Pour la cérémonie d’investiture de Mamadi Doum-bouillant, nombreux citoyens étaient dans des t-shirts de couleur rouge, jaune, vert et blanche, à son effigie. D’aucuns étaient des membres des foultitudes de mouvements de soutien à Doumbouya, lors de la campagne pestilentielle. Ils ont rallié le stade dès 7h. On les apercevait aux alentours du stade, massés devant les différentes portes d’entrées. Ce qui donnait l’impression à une grande mobilisation des Guinéens pour participer à la cérémonie. Pendant que l’intérieur du stade était vide. Cela est doublé par une forte mobilisation des sévices de sécu-raté (flics, pandores et bidasses) qui filtraient les entrées.

Ainsi, tous les compartiments du stade (gradins et tribune) ont été occupés. La stratégie a marché, le maître de cérémonie ne cessait de dire qu’il y a plus de 50 000 personnes dans le stade, dépassant ainsi le nombre de places installées.

Seulement voilà, bien de ces personnes en civil, habillées aux couleurs nationales et de blanc à l’effigie du Doum-bouillant étaient en réalité, dit-on, des hommes en treillis. Des aigris ergotent qu’ils étaient des bidasses et/ou leurs proches, agents de l’administration. A la fin de la cérémonie, ils ont été aperçus dans des camions et pick-up militaires, quittant le stade, pendant que les citoyens lambda se cherchait un moyen pour rentrer.

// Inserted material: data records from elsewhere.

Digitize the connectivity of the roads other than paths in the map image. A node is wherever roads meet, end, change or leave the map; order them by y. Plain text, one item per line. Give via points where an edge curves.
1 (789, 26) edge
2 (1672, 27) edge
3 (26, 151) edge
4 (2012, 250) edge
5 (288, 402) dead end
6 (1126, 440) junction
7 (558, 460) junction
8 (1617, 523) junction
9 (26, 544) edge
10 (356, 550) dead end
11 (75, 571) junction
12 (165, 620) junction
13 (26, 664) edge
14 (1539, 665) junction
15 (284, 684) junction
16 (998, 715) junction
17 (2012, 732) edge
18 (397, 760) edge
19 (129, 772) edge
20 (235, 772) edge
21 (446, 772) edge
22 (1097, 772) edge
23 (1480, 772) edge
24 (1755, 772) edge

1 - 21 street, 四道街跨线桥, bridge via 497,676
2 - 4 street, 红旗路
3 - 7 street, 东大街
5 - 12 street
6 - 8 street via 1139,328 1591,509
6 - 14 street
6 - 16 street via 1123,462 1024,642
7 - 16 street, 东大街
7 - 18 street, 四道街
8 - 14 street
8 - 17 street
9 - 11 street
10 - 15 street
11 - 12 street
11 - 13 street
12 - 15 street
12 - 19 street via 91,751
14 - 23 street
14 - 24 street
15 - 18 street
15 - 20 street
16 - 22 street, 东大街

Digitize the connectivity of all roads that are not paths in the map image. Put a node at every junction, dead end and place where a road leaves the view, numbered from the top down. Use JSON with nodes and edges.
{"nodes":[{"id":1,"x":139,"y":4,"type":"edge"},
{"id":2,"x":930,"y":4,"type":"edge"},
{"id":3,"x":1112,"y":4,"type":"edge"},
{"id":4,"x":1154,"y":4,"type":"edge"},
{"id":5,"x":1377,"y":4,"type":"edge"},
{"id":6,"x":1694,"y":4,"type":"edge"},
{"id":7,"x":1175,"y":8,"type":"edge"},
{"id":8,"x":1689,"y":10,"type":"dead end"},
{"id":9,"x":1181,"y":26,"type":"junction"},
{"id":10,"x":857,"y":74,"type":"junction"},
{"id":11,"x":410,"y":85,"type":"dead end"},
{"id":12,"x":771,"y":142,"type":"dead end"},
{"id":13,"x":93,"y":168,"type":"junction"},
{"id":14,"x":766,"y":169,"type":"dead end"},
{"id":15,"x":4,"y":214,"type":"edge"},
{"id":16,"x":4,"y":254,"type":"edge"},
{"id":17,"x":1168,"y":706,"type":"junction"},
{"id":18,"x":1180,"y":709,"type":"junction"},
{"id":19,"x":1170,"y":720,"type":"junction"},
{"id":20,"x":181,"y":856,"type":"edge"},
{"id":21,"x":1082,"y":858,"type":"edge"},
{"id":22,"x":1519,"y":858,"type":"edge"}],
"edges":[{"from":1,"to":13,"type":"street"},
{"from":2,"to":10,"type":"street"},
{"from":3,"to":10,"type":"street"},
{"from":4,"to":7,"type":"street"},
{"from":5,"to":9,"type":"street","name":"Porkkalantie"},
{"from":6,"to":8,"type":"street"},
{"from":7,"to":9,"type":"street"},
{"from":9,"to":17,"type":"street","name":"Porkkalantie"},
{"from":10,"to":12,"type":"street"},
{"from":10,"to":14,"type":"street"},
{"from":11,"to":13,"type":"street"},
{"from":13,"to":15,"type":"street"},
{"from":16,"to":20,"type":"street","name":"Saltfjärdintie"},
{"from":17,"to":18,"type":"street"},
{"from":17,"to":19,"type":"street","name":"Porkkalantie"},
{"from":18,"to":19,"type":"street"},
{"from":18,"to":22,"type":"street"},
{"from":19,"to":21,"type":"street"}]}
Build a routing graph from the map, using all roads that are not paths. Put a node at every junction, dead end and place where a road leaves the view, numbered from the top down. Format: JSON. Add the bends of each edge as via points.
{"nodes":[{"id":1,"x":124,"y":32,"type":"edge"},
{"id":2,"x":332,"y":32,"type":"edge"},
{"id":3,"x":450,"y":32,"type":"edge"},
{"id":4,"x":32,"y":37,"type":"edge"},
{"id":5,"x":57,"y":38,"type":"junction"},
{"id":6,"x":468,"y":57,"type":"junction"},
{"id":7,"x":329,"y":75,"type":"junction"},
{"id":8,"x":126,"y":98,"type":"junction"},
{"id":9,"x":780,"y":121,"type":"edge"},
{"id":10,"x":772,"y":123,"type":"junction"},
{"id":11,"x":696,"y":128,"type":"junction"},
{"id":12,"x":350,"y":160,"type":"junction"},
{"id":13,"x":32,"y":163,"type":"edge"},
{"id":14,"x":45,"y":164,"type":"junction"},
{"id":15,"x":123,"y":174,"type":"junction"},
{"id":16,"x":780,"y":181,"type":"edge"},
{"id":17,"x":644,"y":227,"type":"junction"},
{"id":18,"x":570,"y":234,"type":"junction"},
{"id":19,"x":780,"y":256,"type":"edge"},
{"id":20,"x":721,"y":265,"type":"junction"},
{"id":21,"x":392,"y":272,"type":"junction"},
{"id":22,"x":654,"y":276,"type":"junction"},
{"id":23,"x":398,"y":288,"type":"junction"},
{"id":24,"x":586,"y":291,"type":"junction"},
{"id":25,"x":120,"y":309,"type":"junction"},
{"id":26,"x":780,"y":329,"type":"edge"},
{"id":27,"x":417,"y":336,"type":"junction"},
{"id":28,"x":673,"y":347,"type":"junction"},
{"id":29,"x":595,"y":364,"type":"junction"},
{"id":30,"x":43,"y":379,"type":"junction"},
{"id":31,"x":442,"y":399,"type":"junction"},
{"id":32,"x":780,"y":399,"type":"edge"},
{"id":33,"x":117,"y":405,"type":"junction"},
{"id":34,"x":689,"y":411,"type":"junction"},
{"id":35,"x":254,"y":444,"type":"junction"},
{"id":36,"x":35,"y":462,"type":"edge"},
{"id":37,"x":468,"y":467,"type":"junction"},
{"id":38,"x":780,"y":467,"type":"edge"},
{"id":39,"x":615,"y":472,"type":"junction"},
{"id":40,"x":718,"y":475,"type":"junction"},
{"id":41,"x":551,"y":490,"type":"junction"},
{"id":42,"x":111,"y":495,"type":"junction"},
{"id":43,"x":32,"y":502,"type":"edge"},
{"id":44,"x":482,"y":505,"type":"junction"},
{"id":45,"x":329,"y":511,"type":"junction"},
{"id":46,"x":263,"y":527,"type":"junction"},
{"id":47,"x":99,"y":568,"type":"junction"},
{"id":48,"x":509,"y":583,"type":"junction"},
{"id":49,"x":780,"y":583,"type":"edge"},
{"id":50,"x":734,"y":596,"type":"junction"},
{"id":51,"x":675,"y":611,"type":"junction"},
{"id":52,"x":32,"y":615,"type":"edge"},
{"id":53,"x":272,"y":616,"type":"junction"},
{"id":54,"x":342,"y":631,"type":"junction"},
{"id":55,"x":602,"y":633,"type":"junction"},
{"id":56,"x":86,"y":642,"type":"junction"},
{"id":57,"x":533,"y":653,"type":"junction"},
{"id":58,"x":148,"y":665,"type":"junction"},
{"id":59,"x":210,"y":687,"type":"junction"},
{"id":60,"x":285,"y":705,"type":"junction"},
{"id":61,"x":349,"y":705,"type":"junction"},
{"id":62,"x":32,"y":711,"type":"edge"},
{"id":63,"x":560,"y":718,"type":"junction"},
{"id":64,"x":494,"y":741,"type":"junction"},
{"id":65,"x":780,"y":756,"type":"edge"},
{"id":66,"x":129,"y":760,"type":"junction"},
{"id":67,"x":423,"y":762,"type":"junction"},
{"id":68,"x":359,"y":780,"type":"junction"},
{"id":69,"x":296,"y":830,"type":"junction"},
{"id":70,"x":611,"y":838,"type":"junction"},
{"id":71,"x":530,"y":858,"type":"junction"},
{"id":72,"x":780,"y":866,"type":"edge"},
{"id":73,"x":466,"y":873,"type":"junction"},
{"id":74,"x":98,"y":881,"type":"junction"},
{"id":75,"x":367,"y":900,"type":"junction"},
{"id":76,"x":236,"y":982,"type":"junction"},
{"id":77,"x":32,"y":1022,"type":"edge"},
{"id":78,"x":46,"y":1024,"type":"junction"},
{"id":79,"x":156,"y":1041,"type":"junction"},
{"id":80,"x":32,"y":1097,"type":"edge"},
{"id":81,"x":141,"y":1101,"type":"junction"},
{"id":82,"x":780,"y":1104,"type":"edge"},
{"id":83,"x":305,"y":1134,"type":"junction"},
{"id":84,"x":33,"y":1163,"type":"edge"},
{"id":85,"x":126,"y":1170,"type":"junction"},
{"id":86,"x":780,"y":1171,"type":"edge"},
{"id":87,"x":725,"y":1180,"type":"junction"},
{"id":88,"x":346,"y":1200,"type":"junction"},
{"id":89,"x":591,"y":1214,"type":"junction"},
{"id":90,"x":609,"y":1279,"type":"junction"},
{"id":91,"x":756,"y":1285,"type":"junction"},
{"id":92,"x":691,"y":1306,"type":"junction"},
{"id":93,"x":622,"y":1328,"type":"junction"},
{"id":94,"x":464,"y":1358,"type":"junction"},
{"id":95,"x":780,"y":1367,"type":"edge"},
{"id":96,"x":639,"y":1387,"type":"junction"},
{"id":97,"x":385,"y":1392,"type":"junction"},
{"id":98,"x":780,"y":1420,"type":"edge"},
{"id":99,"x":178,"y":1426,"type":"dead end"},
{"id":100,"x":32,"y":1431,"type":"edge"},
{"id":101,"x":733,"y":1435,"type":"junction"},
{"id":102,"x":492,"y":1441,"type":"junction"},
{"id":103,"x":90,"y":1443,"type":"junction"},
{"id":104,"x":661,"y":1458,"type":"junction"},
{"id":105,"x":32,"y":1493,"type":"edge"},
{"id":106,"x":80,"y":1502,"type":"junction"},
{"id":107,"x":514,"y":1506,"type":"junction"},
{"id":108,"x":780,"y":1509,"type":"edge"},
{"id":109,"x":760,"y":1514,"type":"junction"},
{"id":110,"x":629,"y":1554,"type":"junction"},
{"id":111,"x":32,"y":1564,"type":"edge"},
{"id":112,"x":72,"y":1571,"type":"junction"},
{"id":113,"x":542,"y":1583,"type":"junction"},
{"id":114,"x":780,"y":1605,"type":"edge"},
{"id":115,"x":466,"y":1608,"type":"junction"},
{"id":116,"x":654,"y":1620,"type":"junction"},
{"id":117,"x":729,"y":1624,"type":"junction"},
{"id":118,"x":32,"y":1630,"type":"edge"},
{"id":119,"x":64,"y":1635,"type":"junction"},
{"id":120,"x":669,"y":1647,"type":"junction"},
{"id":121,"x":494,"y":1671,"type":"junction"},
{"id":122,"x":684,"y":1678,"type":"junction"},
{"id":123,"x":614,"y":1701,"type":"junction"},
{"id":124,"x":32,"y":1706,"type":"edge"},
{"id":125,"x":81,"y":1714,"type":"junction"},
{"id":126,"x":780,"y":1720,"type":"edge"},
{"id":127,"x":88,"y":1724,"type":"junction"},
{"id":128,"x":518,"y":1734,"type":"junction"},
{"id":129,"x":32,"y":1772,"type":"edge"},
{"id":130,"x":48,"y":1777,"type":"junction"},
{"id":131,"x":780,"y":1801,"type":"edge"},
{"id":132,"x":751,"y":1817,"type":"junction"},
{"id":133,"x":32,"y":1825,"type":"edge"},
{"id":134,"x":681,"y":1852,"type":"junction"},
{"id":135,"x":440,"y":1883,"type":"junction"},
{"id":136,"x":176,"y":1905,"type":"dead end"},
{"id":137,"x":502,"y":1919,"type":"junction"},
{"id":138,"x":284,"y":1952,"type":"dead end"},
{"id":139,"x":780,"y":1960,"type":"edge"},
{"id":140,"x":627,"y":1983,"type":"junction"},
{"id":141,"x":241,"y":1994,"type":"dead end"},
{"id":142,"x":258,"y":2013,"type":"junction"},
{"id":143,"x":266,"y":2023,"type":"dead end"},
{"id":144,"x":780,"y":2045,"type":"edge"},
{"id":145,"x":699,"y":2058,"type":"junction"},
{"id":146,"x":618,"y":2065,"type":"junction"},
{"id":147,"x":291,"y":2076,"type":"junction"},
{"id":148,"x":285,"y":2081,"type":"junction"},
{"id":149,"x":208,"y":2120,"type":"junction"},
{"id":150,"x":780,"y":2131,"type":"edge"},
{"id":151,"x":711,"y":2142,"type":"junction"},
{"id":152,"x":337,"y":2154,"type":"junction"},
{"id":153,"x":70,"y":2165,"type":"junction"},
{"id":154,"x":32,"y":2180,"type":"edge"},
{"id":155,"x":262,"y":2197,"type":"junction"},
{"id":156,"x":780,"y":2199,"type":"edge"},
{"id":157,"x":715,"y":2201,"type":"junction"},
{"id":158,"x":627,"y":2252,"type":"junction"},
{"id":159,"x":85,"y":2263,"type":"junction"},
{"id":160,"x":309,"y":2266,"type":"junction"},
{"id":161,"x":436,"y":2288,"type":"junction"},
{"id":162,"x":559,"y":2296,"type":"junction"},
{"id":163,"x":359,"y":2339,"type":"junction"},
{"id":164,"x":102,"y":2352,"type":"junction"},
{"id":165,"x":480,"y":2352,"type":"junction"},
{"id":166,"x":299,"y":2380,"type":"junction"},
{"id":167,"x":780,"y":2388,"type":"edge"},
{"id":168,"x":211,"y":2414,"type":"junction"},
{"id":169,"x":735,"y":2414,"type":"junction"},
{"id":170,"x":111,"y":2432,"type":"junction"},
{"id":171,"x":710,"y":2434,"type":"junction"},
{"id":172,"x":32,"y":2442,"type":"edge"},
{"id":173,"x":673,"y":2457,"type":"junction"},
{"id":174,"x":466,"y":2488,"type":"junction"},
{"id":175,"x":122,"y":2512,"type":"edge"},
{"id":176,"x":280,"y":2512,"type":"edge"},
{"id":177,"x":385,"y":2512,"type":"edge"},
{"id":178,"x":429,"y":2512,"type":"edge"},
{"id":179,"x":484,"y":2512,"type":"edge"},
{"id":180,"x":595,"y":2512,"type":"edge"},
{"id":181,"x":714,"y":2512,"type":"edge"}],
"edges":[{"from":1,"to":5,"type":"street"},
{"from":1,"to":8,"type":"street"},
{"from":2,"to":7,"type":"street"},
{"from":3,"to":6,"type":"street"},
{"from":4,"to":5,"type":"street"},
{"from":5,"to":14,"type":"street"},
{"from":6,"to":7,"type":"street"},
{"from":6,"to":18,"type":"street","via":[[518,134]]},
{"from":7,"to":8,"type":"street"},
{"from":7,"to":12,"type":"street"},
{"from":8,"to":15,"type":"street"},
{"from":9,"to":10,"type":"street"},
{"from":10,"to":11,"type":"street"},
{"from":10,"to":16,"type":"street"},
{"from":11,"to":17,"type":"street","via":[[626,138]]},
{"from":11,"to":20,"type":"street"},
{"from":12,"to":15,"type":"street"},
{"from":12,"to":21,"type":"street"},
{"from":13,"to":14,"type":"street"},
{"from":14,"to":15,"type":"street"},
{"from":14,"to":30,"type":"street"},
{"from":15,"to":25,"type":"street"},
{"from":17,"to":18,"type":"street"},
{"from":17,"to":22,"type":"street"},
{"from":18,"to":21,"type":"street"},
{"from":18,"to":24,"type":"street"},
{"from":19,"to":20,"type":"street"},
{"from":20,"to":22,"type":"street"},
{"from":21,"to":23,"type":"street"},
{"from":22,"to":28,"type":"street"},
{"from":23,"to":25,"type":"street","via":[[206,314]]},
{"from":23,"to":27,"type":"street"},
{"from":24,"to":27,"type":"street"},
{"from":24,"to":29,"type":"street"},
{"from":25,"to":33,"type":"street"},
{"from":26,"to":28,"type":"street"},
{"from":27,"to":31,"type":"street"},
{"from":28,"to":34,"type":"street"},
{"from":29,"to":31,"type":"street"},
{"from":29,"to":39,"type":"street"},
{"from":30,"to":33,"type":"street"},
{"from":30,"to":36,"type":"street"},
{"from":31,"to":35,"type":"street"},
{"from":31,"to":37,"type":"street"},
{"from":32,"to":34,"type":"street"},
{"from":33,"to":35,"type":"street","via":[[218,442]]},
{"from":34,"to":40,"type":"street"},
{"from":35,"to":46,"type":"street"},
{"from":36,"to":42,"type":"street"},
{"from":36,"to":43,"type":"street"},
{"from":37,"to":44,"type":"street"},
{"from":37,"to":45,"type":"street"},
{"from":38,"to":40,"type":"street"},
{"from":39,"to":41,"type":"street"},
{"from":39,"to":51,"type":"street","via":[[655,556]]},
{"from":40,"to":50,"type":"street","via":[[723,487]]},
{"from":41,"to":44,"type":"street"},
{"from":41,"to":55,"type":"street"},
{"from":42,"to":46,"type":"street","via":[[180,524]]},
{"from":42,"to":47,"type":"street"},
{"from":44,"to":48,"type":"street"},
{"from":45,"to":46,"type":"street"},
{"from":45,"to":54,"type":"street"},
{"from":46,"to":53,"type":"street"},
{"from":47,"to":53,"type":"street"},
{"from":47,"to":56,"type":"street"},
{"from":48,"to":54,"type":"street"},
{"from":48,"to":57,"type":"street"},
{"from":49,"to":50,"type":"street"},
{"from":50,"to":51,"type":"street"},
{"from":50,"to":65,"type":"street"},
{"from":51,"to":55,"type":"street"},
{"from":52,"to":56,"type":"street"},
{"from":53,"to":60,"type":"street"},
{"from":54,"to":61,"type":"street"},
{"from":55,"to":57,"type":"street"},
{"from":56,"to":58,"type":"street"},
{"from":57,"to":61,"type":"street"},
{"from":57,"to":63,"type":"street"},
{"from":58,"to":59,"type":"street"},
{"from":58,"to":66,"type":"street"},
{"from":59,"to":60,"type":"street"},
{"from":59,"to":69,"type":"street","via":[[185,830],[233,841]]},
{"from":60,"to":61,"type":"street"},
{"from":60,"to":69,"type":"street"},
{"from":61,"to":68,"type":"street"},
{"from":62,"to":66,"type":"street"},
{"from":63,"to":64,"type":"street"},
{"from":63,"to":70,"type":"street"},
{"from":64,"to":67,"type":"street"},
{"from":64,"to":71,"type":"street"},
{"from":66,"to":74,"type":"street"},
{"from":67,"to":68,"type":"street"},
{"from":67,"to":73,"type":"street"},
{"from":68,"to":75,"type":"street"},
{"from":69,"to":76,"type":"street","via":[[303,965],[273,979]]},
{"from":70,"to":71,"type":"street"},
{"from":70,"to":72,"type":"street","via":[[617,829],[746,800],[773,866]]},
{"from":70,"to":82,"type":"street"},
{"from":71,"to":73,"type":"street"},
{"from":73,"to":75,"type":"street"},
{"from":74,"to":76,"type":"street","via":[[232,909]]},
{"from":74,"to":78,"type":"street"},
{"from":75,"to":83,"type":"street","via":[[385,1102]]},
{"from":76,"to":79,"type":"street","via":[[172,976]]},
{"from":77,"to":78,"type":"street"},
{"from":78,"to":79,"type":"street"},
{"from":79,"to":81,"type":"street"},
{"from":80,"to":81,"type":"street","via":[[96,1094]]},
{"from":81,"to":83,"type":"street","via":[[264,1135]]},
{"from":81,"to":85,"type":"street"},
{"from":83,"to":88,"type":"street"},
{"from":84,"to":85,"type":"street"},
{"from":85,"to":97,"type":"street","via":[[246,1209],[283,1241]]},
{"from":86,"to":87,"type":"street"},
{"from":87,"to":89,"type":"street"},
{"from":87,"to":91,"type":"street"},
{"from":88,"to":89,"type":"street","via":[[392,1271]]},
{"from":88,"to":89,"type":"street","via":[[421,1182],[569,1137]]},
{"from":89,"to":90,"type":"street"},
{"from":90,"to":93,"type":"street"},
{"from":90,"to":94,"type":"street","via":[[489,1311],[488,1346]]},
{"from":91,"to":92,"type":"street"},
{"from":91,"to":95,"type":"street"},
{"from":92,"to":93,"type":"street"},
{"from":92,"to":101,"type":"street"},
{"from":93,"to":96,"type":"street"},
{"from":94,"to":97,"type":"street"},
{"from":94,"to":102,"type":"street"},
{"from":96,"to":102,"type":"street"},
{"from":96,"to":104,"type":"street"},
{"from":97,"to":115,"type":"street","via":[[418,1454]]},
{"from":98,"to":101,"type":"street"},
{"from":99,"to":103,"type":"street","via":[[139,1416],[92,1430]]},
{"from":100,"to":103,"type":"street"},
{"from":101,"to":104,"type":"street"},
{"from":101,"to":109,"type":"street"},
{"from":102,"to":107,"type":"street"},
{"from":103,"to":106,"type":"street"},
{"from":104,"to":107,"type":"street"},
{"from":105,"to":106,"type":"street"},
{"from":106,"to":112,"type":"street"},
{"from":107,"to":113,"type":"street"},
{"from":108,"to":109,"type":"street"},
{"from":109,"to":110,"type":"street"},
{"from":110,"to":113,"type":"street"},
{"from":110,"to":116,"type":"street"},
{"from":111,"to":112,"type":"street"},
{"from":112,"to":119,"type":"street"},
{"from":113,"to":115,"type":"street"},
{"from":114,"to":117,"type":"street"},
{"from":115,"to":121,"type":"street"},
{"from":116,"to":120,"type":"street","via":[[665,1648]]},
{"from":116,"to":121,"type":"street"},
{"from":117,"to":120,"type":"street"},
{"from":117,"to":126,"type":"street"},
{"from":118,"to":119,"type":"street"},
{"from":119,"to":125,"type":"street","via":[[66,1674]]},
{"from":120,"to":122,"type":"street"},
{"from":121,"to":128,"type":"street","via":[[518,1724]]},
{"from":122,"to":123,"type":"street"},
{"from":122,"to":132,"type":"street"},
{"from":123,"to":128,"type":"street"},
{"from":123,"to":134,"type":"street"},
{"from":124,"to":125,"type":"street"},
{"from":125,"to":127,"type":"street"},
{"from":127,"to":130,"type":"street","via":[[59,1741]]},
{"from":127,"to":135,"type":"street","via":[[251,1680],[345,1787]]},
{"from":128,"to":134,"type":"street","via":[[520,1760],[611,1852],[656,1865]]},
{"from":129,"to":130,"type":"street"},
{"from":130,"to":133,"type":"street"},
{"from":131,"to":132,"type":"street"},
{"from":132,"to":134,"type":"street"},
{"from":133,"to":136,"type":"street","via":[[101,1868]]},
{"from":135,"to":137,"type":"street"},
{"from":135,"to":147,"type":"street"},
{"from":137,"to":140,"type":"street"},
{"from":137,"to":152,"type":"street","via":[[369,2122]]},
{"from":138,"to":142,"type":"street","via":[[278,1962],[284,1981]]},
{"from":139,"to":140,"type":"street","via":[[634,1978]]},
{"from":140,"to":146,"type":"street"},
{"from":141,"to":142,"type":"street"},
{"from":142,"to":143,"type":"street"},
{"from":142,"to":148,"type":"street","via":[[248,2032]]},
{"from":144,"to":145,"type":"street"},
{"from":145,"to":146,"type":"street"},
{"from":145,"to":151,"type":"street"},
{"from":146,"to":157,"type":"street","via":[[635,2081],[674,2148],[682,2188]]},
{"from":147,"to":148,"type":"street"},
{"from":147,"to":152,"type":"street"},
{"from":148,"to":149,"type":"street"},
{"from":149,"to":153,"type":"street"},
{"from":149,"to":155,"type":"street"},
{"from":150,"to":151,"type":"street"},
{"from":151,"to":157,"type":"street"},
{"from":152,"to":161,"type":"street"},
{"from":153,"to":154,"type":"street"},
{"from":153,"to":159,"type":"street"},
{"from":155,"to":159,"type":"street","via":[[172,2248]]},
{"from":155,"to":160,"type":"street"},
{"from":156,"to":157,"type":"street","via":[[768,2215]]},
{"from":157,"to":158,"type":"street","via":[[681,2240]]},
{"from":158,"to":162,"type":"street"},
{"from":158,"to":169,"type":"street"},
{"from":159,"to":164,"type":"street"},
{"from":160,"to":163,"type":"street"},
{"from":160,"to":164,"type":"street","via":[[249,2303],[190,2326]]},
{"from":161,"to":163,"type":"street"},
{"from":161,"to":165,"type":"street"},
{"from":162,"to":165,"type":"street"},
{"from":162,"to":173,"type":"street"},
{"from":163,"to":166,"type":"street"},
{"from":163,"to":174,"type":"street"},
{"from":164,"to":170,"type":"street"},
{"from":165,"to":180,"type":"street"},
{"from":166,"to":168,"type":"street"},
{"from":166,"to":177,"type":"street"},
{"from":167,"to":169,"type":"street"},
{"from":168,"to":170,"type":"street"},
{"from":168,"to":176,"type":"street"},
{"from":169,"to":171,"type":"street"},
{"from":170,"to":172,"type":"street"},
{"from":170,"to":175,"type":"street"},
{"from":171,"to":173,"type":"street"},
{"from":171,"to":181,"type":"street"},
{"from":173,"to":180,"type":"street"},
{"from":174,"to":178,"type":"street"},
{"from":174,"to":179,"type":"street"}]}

Un observateur fait remarquer que la mobilisation de bidasses et leurs proches ainsi que des agents de l’administration n’a pas été vécue dans les quartiers et n’a pas non plus fait du boucan, comme c’est souvent le cas. Il en a pour argument que nulle part dans les quartiers des t-shirts ont été distribués. Les aigris arguent que le dispositif de sécurité impressionnant par le déploiement de pandores, flics et pandores à chaque coin de rue n’a pas encouragé les citoyens à rallier le stade. S’y ajoute, le blocage de la circulation sur les grands axes.